> **WHAT IS EXPECTED**
Within the data below, count the lines that include "dead" and give only the count.

(Stored entries)
>>>

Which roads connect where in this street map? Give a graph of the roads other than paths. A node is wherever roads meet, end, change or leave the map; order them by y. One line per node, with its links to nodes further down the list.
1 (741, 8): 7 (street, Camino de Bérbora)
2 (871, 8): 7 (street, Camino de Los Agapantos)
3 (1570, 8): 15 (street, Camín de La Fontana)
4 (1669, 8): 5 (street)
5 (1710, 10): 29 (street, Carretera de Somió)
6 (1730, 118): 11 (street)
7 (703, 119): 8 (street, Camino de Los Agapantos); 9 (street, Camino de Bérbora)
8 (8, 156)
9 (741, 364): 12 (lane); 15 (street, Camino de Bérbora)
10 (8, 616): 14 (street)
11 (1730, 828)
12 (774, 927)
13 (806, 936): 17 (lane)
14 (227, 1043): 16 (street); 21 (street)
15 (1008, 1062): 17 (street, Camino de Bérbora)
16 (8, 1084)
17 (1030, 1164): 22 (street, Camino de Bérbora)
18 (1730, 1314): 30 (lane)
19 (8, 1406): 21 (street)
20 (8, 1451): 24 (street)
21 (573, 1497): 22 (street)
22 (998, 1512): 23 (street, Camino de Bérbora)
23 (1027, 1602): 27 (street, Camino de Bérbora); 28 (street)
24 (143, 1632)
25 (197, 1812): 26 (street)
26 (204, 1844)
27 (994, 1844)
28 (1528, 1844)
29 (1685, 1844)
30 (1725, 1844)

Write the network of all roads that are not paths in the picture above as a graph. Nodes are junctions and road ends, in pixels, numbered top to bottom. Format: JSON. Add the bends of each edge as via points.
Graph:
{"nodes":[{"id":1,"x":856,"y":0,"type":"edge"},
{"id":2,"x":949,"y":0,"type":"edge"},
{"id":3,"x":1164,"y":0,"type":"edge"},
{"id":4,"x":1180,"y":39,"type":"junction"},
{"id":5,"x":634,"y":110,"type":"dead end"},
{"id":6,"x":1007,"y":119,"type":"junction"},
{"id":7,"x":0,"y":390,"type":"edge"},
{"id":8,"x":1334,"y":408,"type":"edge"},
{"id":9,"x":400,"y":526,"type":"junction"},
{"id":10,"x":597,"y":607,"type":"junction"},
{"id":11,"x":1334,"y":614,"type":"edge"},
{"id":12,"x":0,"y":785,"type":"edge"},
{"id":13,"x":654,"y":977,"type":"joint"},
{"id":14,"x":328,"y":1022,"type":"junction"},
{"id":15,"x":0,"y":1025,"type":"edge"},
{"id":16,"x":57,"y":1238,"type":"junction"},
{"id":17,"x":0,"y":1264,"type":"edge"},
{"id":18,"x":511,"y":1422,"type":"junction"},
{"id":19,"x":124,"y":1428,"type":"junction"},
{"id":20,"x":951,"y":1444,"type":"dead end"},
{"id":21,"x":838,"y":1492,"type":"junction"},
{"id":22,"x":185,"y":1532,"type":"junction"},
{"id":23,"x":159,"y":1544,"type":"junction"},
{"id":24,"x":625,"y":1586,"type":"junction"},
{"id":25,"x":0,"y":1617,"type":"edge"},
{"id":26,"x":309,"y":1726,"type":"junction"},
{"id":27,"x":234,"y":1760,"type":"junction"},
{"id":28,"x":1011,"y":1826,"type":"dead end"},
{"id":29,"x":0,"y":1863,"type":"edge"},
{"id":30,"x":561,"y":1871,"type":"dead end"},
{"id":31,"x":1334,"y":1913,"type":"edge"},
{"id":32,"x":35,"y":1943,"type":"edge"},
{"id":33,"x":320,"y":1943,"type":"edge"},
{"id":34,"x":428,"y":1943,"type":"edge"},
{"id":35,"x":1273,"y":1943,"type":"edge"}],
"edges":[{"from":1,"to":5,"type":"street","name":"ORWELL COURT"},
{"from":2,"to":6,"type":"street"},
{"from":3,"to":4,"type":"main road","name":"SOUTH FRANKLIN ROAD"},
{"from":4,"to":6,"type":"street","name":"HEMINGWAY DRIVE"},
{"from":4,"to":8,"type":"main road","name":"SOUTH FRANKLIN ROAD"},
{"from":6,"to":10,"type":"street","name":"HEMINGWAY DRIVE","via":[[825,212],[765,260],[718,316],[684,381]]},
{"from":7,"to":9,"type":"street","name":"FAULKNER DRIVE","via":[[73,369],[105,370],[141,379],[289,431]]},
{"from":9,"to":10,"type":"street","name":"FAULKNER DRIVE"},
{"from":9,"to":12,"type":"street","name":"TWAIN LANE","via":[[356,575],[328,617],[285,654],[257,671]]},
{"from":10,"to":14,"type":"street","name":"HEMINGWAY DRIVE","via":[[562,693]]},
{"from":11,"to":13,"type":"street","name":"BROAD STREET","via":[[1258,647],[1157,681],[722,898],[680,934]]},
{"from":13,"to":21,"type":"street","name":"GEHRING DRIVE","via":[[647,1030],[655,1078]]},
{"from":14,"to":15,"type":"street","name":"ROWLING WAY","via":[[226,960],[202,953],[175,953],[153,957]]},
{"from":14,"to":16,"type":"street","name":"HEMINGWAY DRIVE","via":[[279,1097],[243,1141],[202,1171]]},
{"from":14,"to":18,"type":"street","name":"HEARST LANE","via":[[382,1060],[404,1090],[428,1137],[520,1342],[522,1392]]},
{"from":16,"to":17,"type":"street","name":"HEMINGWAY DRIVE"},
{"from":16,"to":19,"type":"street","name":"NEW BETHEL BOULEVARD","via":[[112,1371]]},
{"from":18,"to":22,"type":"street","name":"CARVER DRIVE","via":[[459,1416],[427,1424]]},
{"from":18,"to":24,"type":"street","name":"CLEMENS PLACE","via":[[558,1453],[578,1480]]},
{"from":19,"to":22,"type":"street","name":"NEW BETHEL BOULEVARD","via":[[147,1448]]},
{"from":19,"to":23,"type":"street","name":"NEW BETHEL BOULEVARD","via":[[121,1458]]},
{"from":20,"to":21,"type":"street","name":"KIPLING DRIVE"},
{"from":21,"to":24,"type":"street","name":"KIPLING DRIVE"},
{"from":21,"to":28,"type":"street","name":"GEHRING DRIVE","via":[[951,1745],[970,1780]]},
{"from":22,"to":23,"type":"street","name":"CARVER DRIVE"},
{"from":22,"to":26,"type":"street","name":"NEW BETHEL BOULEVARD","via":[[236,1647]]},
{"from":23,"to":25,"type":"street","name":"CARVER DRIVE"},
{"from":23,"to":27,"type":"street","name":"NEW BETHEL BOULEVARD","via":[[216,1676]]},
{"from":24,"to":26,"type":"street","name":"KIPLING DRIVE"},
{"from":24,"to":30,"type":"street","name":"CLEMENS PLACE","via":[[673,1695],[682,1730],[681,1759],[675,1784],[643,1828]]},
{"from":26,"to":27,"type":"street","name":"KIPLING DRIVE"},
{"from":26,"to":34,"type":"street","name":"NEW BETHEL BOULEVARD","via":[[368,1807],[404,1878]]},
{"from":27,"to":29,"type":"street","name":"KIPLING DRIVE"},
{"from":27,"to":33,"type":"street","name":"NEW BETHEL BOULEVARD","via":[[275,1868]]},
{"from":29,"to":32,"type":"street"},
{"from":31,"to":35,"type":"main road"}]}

<<<

> **SOLVED PROBLEM**
4